Van Koeverden, 39, now serves as a federal member of parliament for the district of Milton, Ont. One of his duties in that role is to serve as secretary to the Minister of Heritage (Sport), Steven Guilbeault.
As a three-time Olympian and four-time Olympic medallist, van Koeverden said he wanted to get into politics in part to promote an active lifestyle in Canada.
Now, as COVID-19 continues raging across the country, the former sprint kayaker sees people stuck at home more than ever.
"I think there's a lot of barriers between people and families and particularly young kids and physical activity. One of them is currently obviously the pandemic and closures and stress and anxiety about gatherings and everything. And those are very warranted," he said.
"But as we come out of this, I think we really want to fight against some of the longstanding barriers between people and access. We're talking about barriers between people and their best selves, people and their healthiest possible selves. We have an ability to alleviate some of those stresses."
WATCH | Youth athletes' mental health hampered by community sport cancellations:
Van Koeverden spoke to CBC Sports to promote the Power of Sport, a grassroots initiative by the Canadian Paralympic Committee (CPC), the Canadian Olympic Committee (COC), all national sport organizations (NSOs), Own the Podium, and CBC Sports to encourage Canadians to get more active.
He says parents reach out to him constantly with frustrations over a lack of access to community sport for their children.
"The solution is really, really inexpensive, and it takes and requires investment and physical activity, programming, capacity and infrastructure across the country," van Koeverden said.
Van Koeverden suggested making community sports more accessible by making them free for certain families.
Instead of relying on volunteer coaches, commissioners and programmers, the Toronto native advocated for further government and NSO resources to help make that active lifestyle a reality.
"I think we can always do more. And I think we should absolutely do more. And certainly during the pandemic, what's clear is that these investments are ones that are very, very uniquely positioned in their ability to make quick change," van Koeverden said. "Our mental and physical health depend on sport and physical activity, recreational infrastructure and ecosystem in Canada. And if that ecosystem isn't healthy, then we won't be either."
Still, it remains tough to reconcile the ongoing stay-at-home orders throughout Canada with the idea of physical activity – for everyone.
Van Koeverden said he's been challenged to get his exercise in, especially with the recent snowfall in the Toronto region that made one run "trepidatious.
'Movement is medicine'
"Movement is medicine for me and without it, I'm not myself. The transition from being an athlete to being a politician for me wasn't swift or easy," van Koeverden said.

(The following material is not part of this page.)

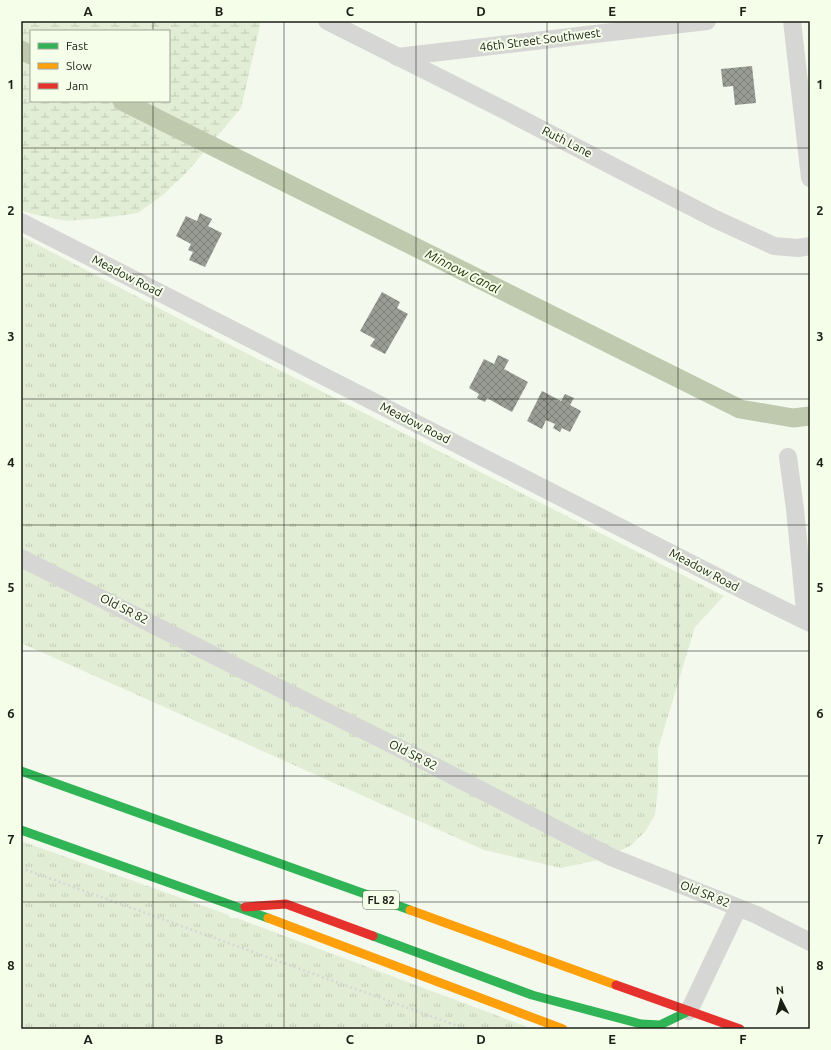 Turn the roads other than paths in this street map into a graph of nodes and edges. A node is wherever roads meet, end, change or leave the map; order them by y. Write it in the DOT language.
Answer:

"I went from being really focused on my own performance and my own fitness and just a little bit of work in not-for-profit and charitable spaces, and now the vast majority of my work is at work, which provides a great opportunity to focus on solutions for other people working from home."
With many gyms and rinks closed, Olympic and Paralympic athletes have had to get creative in training. One basketball player returned home from overseas to local parks, where her parents doubled as rebounders. More recently, Canada's speed skaters trained on picturesque frozen mountain lakes due to the closure of Calgary's Olympic Oval. They then went and won five medals in February's world championships.

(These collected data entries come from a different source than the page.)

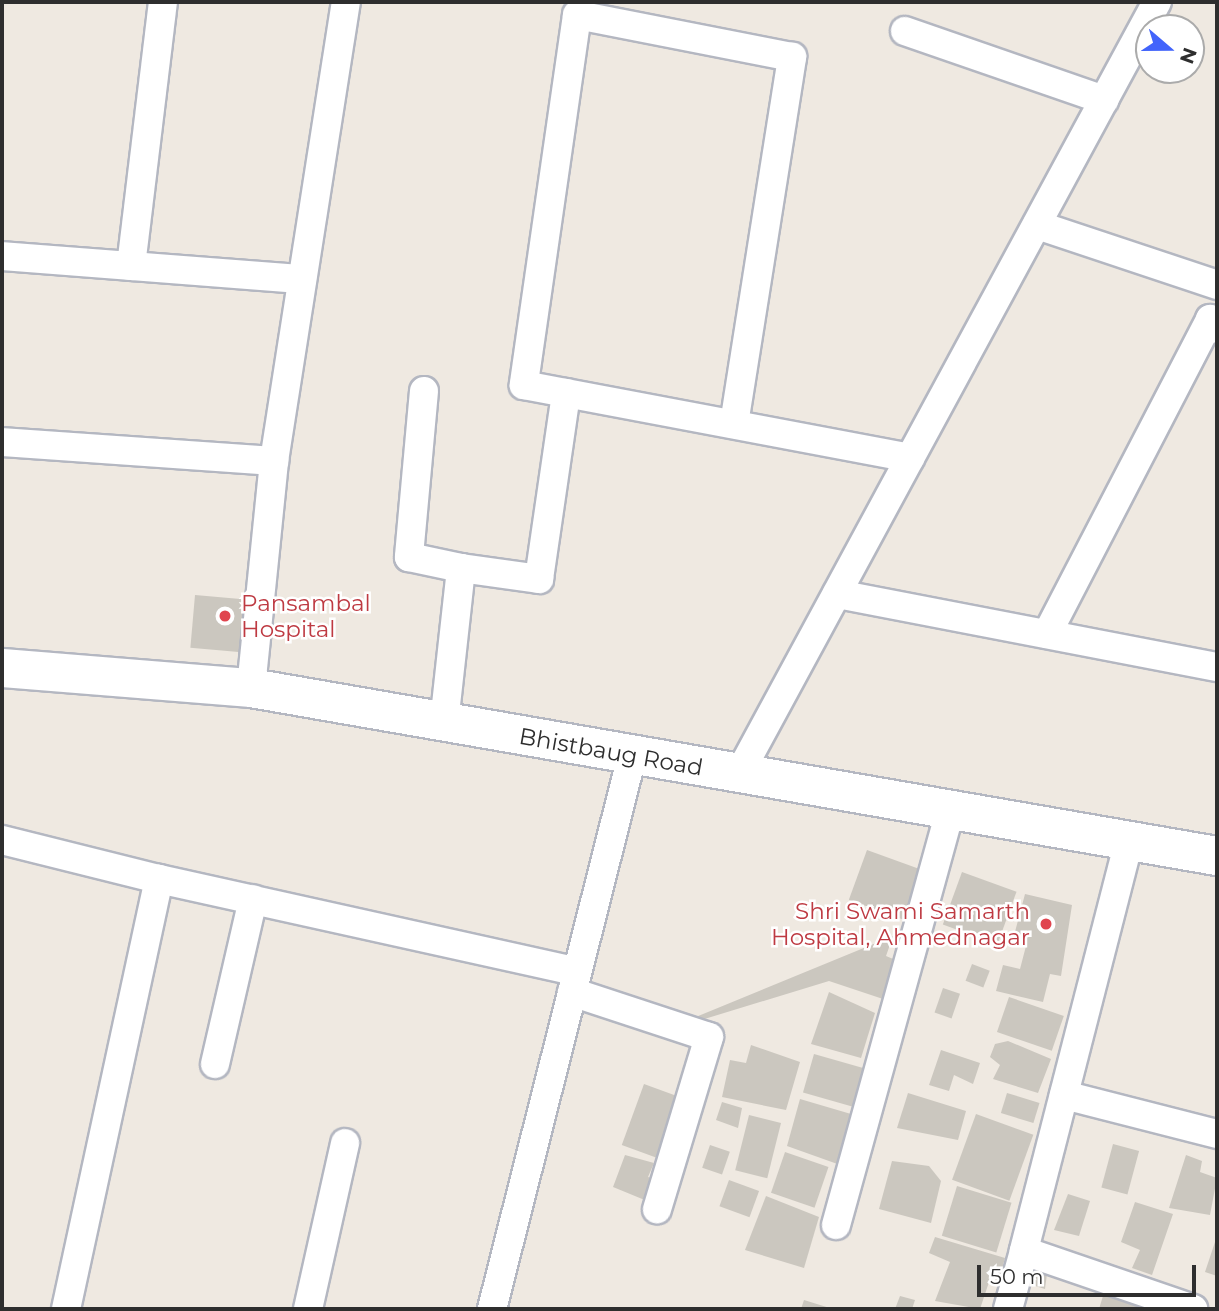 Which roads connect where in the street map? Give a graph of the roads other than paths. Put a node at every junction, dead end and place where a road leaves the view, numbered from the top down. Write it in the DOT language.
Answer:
graph roads {
  1 [pos="163,2"];
  2 [pos="346,2"];
  3 [pos="1157,2"];
  4 [pos="905,31"];
  5 [pos="1104,100"];
  6 [pos="1037,225"];
  7 [pos="2,256"];
  8 [pos="131,266"];
  9 [pos="302,279"];
  10 [pos="1217,285"];
  11 [pos="1215,319"];
  12 [pos="424,391"];
  13 [pos="566,393"];
  14 [pos="734,424"];
  15 [pos="2,442"];
  16 [pos="911,458"];
  17 [pos="274,461"];
  18 [pos="461,568"];
  19 [pos="837,594"];
  20 [pos="1047,634"];
  21 [pos="1217,667"];
  22 [pos="2,668"];
  23 [pos="251,688"];
  24 [pos="444,723"];
  25 [pos="632,756"];
  26 [pos="739,774"];
  27 [pos="950,810"];
  28 [pos="2,840"];
  29 [pos="1129,841"];
  30 [pos="1217,856"];
  31 [pos="159,879"];
  32 [pos="253,900"];
  33 [pos="574,982"];
  34 [pos="215,1064"];
  35 [pos="1064,1095"];
  36 [pos="1217,1134"];
  37 [pos="345,1143"];
  38 [pos="657,1209"];
  39 [pos="836,1225"];
  40 [pos="1024,1251"];
  41 [pos="66,1309"];
  42 [pos="309,1309"];
  43 [pos="492,1309"];
  44 [pos="1008,1309"];
  45 [pos="1194,1309"];
  1 -- 8 [label="street"];
  2 -- 9 [label="street"];
  3 -- 5 [label="street"];
  4 -- 5 [label="street"];
  5 -- 6 [label="street"];
  6 -- 10 [label="street"];
  6 -- 16 [label="street"];
  7 -- 8 [label="street"];
  8 -- 9 [label="street"];
  9 -- 17 [label="street"];
  11 -- 20 [label="street"];
  12 -- 18 [label="street"];
  13 -- 14 [label="street"];
  13 -- 14 [label="street"];
  13 -- 18 [label="street"];
  14 -- 16 [label="street"];
  15 -- 17 [label="street"];
  16 -- 19 [label="street"];
  17 -- 23 [label="street"];
  18 -- 24 [label="street"];
  19 -- 20 [label="street"];
  19 -- 26 [label="street"];
  20 -- 21 [label="street"];
  22 -- 23 [label="street, Bhistbaug Road"];
  23 -- 24 [label="street, Bhistbaug Road"];
  24 -- 25 [label="street, Bhistbaug Road"];
  25 -- 26 [label="street, Bhistbaug Road"];
  25 -- 33 [label="street"];
  26 -- 27 [label="street, Bhistbaug Road"];
  27 -- 29 [label="street, Bhistbaug Road"];
  27 -- 39 [label="street"];
  28 -- 31 [label="street"];
  29 -- 30 [label="street, Bhistbaug Road"];
  29 -- 35 [label="street"];
  31 -- 32 [label="street"];
  31 -- 41 [label="street"];
  32 -- 33 [label="street"];
  32 -- 34 [label="street"];
  33 -- 38 [label="street"];
  33 -- 43 [label="street"];
  35 -- 36 [label="street"];
  35 -- 40 [label="street"];
  37 -- 42 [label="street"];
  40 -- 44 [label="street"];
  40 -- 45 [label="street"];
}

Meanwhile, those simply looking for regular exercise have turned increasingly to outdoor winter sports like cross-country skiing, which has seen a 50 per cent increase in participation, per Nordiq Canada. Frozen ponds have been used more than ever for skating and curling, while any park with a snowy hill can quickly become a local luge track.
"I believe strongly in the power of sport — not just in Canada, but around the world — to change and improve lives. And I think we need to focus on that energy and that positive momentum as we get out of COVID-19," van Koeverden said.